Quantifiers define how many times a pattern repeats.

Quantifier

Meaning

*

0 or more times

+

1 or more times

?

0 or 1 time (optional)

{n}

Exactly n times

{n,}

At least n times

{n,m}

Between n and m times

Examples:

a*

Matches: "", "a", "aa", "aaa"

a{2,4}

Matches: "aa", "aaa", "aaaa"


2.7 Greedy vs Lazy Matching

By default, quantifiers are greedy: they match as much as possible.

Example:

".*"

Matches: "Hello world!" said the fox. → "Hello world!" said the fox.

To make it lazy, use ?:

".*?"

Matches only: "Hello world!"


2.8 Groups and Capturing ()

Parentheses group parts of regex and capture them for later use.

Example:

(bat|cat|hat)

Matches: "bat", "cat", "hat"

Capturing Example:

(\d{3})-(\d{2})-(\d{4})

Matches U.S. SSN-like format: "123-45-6789"

Groups:

  • Group 1: "123"
  • Group 2: "45"
  • Group 3: "6789"

🔄 Backreferences

Use \1, \2, etc. to refer back to captured groups.

(\w+)\s+\1

Matches repeated words: "hello hello", "yes yes"

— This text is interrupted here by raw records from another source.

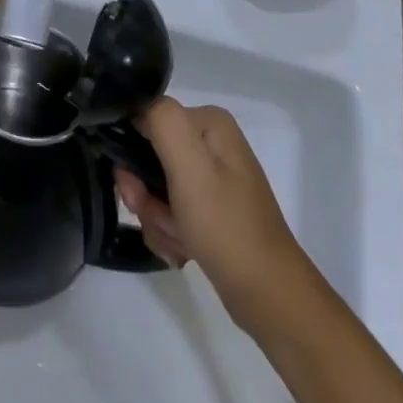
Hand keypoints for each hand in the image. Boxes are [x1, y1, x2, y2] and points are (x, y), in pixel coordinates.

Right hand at [116, 100, 301, 316]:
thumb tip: (137, 107)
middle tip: (159, 218)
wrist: (268, 296)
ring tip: (178, 240)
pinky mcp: (211, 209)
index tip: (138, 188)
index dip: (133, 154)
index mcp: (209, 123)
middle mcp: (211, 144)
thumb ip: (162, 120)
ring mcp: (212, 178)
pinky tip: (183, 250)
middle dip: (146, 195)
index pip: (147, 120)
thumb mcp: (190, 165)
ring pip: (155, 188)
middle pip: (149, 157)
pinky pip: (170, 211)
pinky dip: (168, 232)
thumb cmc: (226, 226)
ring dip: (156, 217)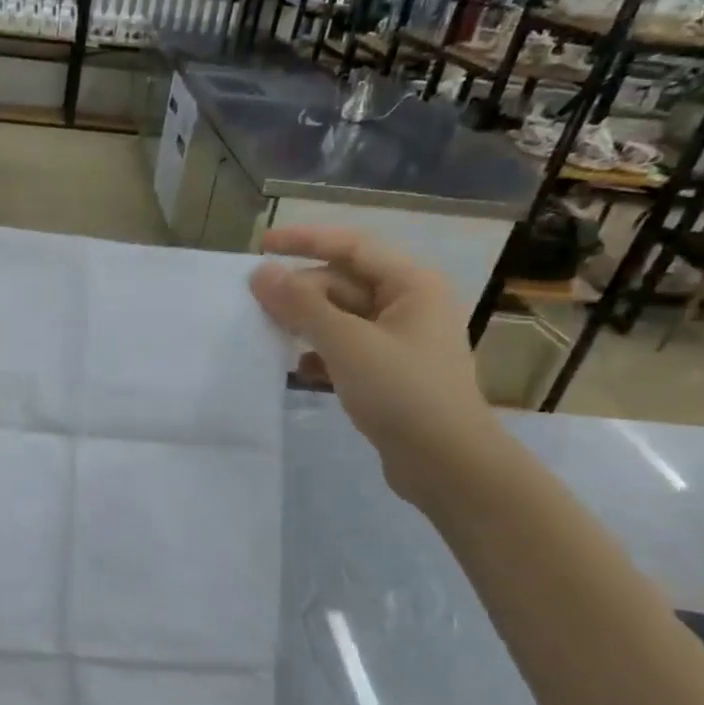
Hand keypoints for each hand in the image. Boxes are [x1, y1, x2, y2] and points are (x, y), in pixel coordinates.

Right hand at [250, 226, 505, 504]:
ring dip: (306, 323)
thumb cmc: (402, 393)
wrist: (447, 464)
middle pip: (344, 283)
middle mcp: (409, 305)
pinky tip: (298, 368)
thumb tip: (260, 273)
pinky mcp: (390, 373)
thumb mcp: (346, 344)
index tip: (261, 245)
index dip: (306, 241)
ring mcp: (400, 341)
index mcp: (411, 284)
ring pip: (342, 318)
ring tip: (267, 332)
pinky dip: (320, 354)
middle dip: (301, 291)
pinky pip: (346, 349)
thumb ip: (300, 305)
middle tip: (256, 303)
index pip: (352, 246)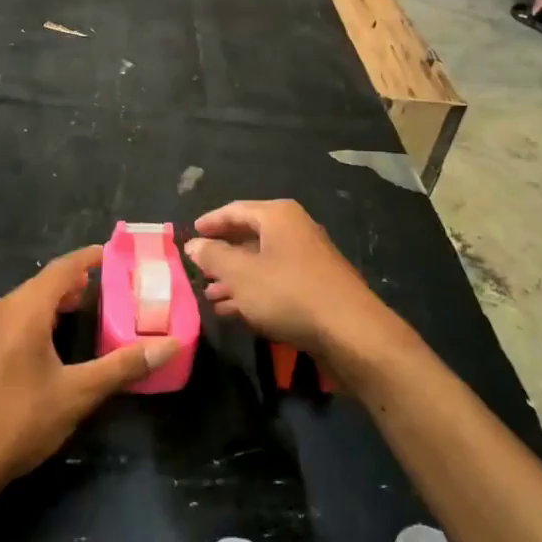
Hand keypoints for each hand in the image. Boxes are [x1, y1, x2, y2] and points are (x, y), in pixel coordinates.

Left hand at [0, 246, 178, 497]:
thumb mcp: (77, 394)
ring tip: (81, 312)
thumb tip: (170, 345)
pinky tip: (47, 345)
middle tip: (106, 288)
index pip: (62, 268)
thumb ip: (123, 365)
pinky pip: (9, 321)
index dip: (88, 258)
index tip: (112, 253)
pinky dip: (34, 320)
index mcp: (24, 309)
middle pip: (42, 284)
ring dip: (53, 303)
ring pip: (23, 303)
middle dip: (74, 283)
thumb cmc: (17, 421)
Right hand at [184, 201, 401, 367]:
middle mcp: (295, 230)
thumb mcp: (241, 274)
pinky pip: (275, 283)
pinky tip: (234, 312)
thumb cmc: (289, 293)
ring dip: (234, 279)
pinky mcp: (315, 287)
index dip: (210, 222)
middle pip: (249, 236)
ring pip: (261, 263)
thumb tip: (193, 244)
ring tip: (209, 296)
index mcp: (278, 216)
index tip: (190, 234)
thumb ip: (213, 256)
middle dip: (222, 255)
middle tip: (197, 269)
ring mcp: (307, 259)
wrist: (350, 332)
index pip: (235, 210)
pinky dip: (253, 293)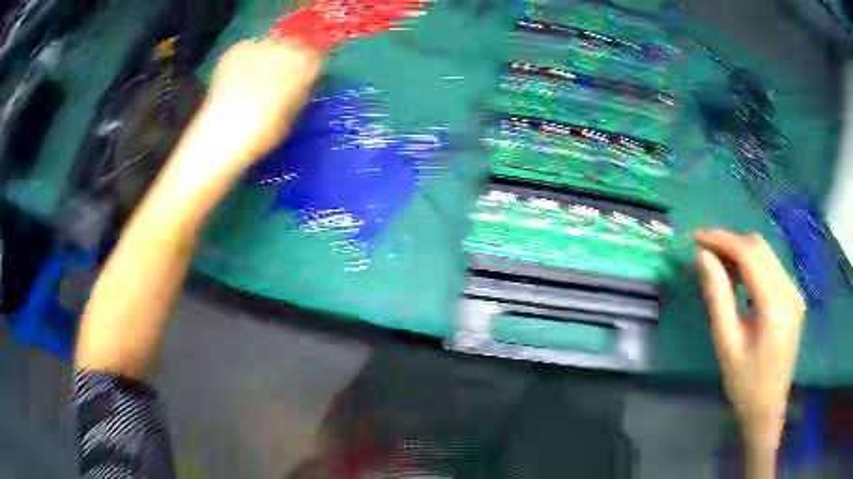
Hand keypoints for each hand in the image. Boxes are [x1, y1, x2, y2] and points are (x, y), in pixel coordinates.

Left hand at [204, 37, 323, 164]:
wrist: (225, 132)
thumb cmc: (264, 132)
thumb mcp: (293, 114)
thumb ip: (301, 91)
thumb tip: (302, 82)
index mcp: (306, 65)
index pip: (317, 55)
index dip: (311, 65)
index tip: (306, 75)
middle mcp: (286, 48)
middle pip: (294, 45)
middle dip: (289, 57)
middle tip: (280, 75)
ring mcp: (261, 46)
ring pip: (271, 45)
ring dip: (268, 56)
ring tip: (256, 76)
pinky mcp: (238, 49)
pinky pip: (248, 48)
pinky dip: (247, 58)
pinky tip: (239, 76)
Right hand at [695, 230, 805, 453]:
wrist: (767, 408)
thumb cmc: (744, 383)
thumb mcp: (727, 344)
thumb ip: (718, 297)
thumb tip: (703, 258)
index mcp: (775, 306)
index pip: (750, 255)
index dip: (723, 240)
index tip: (697, 237)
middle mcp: (790, 291)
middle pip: (760, 248)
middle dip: (731, 243)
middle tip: (705, 251)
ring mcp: (795, 293)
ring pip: (767, 255)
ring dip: (741, 253)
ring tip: (718, 265)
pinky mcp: (794, 298)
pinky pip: (772, 268)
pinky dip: (753, 265)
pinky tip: (739, 279)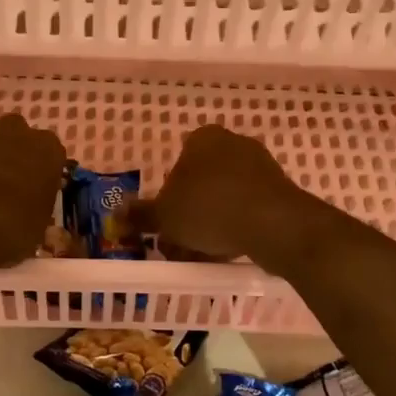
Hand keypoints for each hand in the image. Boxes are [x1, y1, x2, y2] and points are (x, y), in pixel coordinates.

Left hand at [0, 113, 66, 266]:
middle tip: (12, 188)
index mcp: (46, 149)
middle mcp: (14, 133)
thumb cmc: (10, 227)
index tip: (37, 193)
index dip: (43, 174)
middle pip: (18, 138)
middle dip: (15, 157)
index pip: (52, 155)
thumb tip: (28, 210)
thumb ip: (36, 208)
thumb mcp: (38, 227)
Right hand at [137, 125, 312, 264]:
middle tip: (177, 245)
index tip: (164, 224)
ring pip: (223, 199)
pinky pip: (247, 210)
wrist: (274, 224)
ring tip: (198, 256)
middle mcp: (233, 144)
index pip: (177, 165)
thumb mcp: (165, 216)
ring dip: (209, 225)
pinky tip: (225, 253)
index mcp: (203, 139)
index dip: (167, 197)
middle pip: (201, 184)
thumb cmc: (209, 209)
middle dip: (188, 215)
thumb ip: (140, 215)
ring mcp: (260, 167)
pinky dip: (234, 228)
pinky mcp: (279, 192)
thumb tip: (116, 215)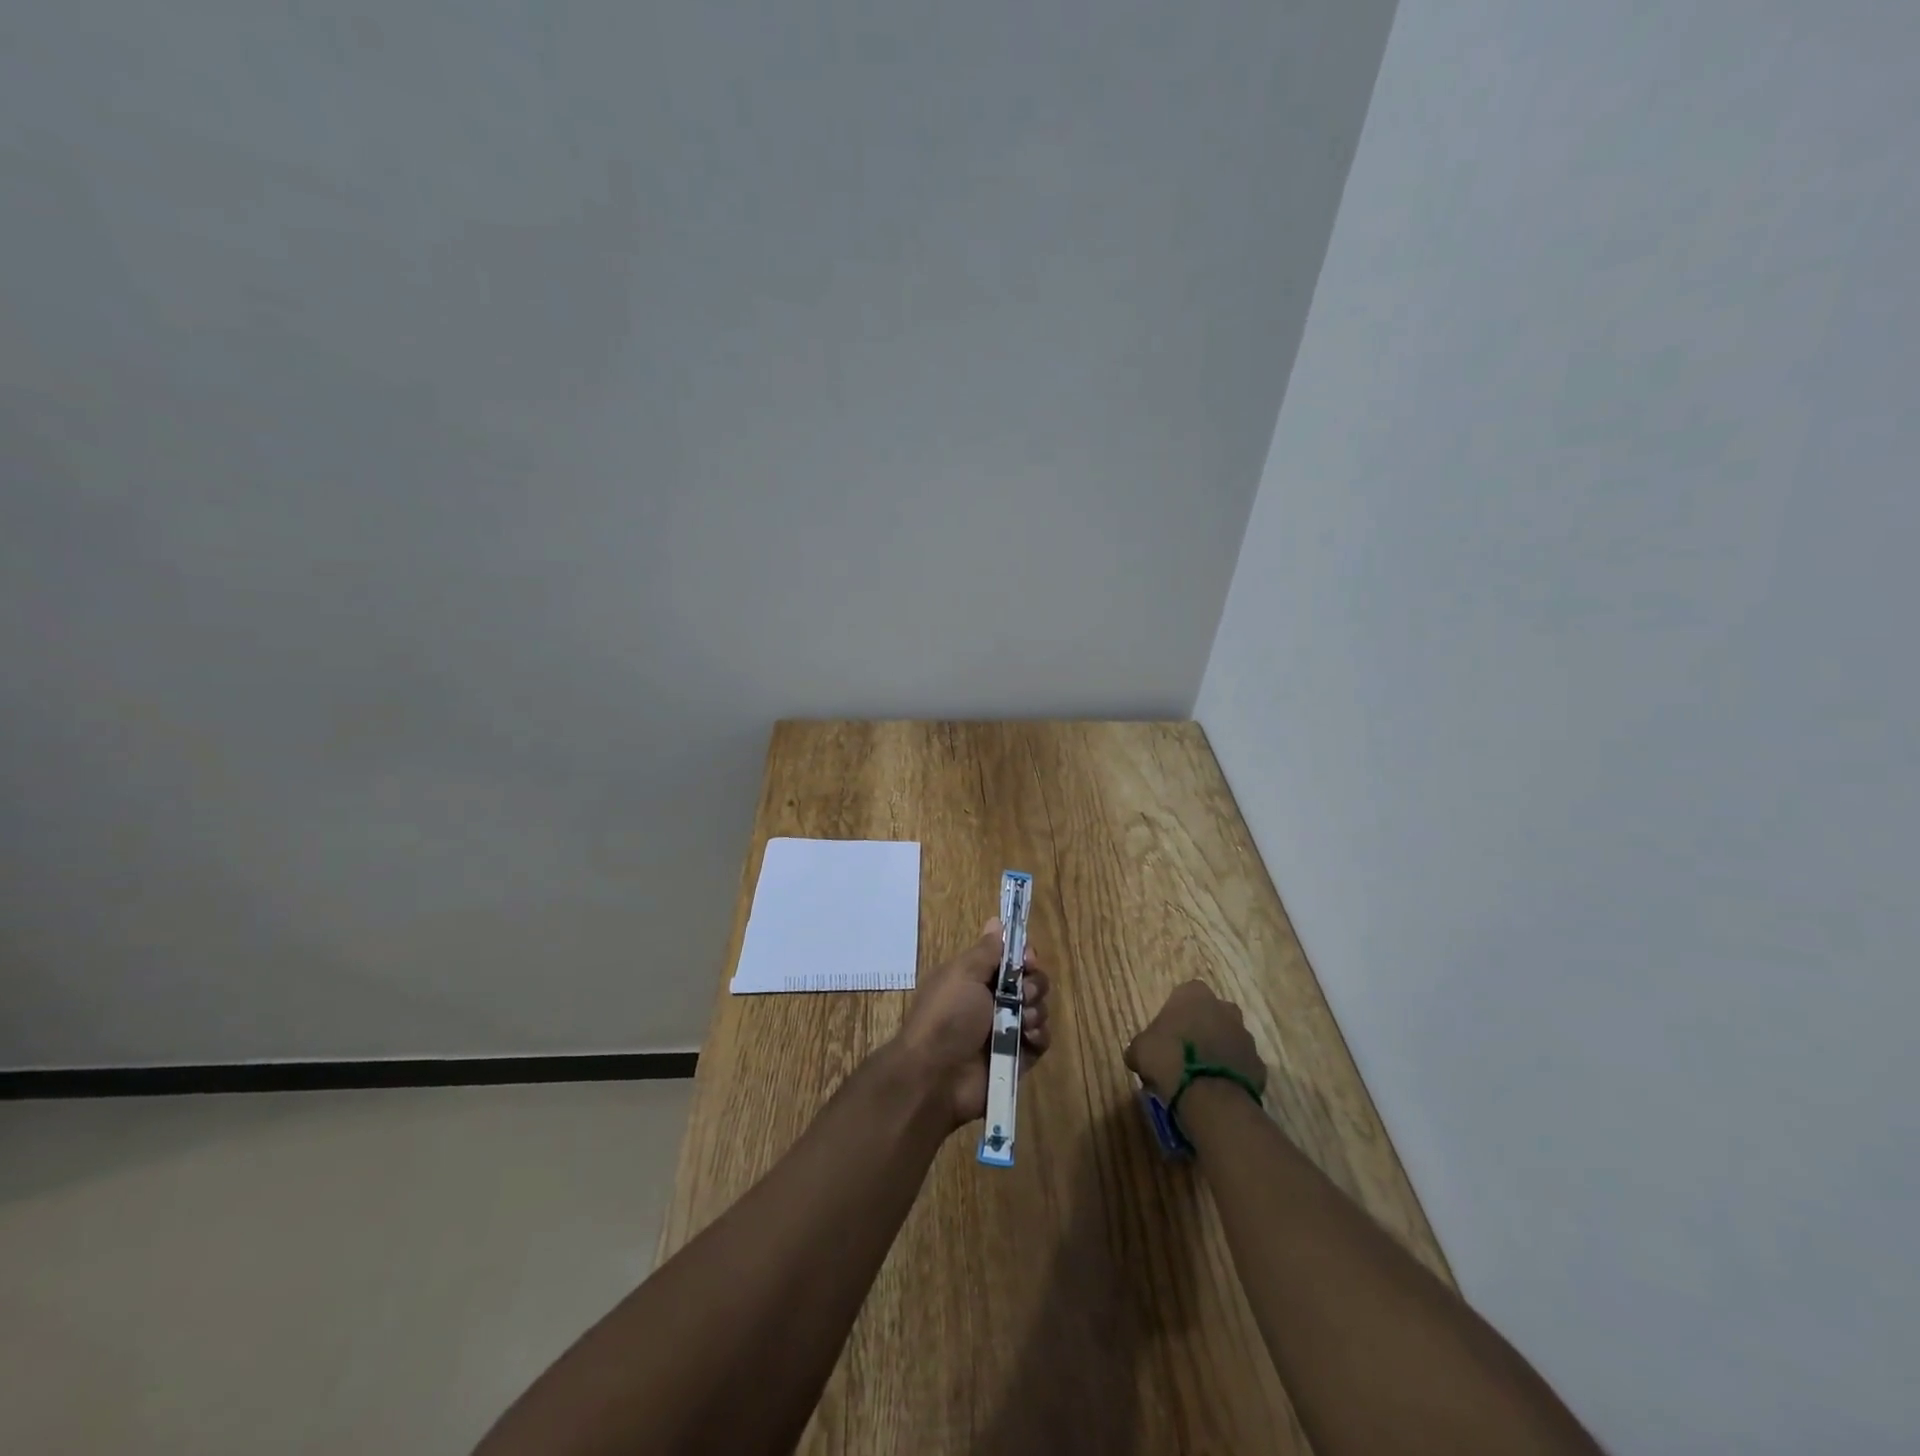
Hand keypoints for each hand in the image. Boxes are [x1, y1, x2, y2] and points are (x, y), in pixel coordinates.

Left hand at [896, 917, 1052, 1129]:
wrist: (936, 1076)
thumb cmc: (947, 1016)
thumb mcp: (962, 974)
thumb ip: (986, 950)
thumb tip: (996, 920)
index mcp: (976, 978)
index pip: (1010, 959)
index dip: (1023, 957)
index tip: (1027, 960)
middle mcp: (992, 1002)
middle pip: (1030, 982)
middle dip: (1034, 984)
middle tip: (1023, 994)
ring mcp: (1006, 1030)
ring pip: (1039, 1009)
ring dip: (1036, 1011)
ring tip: (1021, 1021)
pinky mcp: (1018, 1058)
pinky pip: (1041, 1040)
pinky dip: (1038, 1036)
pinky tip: (1027, 1038)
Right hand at [1124, 980, 1266, 1102]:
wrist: (1210, 1097)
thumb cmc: (1169, 1059)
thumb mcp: (1140, 1050)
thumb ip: (1141, 1046)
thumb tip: (1138, 1055)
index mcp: (1194, 995)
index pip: (1185, 994)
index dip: (1176, 1013)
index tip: (1167, 1033)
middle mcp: (1224, 1008)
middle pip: (1212, 1013)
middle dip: (1202, 1028)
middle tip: (1184, 1051)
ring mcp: (1245, 1036)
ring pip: (1229, 1038)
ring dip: (1218, 1050)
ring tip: (1200, 1075)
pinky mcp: (1259, 1065)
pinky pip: (1242, 1065)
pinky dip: (1232, 1073)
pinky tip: (1217, 1090)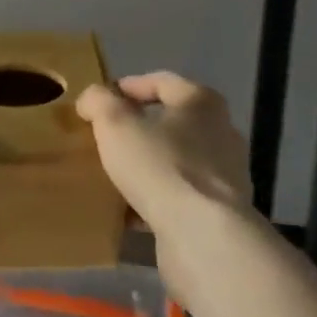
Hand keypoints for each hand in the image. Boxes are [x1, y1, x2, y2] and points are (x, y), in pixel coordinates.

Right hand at [76, 72, 251, 225]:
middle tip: (105, 138)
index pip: (161, 81)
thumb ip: (99, 102)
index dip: (128, 86)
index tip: (100, 102)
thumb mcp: (115, 124)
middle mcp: (220, 132)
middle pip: (171, 122)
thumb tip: (92, 98)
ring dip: (147, 167)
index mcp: (201, 102)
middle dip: (138, 129)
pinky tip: (129, 213)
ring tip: (114, 176)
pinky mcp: (219, 211)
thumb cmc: (160, 166)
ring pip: (175, 161)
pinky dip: (156, 200)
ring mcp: (224, 174)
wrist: (203, 235)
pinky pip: (180, 197)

2.9 Non-Capturing Groups (?: )

Sometimes you want to group without capturing.

(?:http|https)://

Matches both http:// and https:// but doesn’t store the match as a capturing group.


2.10 Lookahead and Lookbehind

Positive Lookahead: X(?=Y)

Matches X only if followed by Y

\w+(?=\.)

Matches words followed by a period, e.g., "Hello." → "Hello"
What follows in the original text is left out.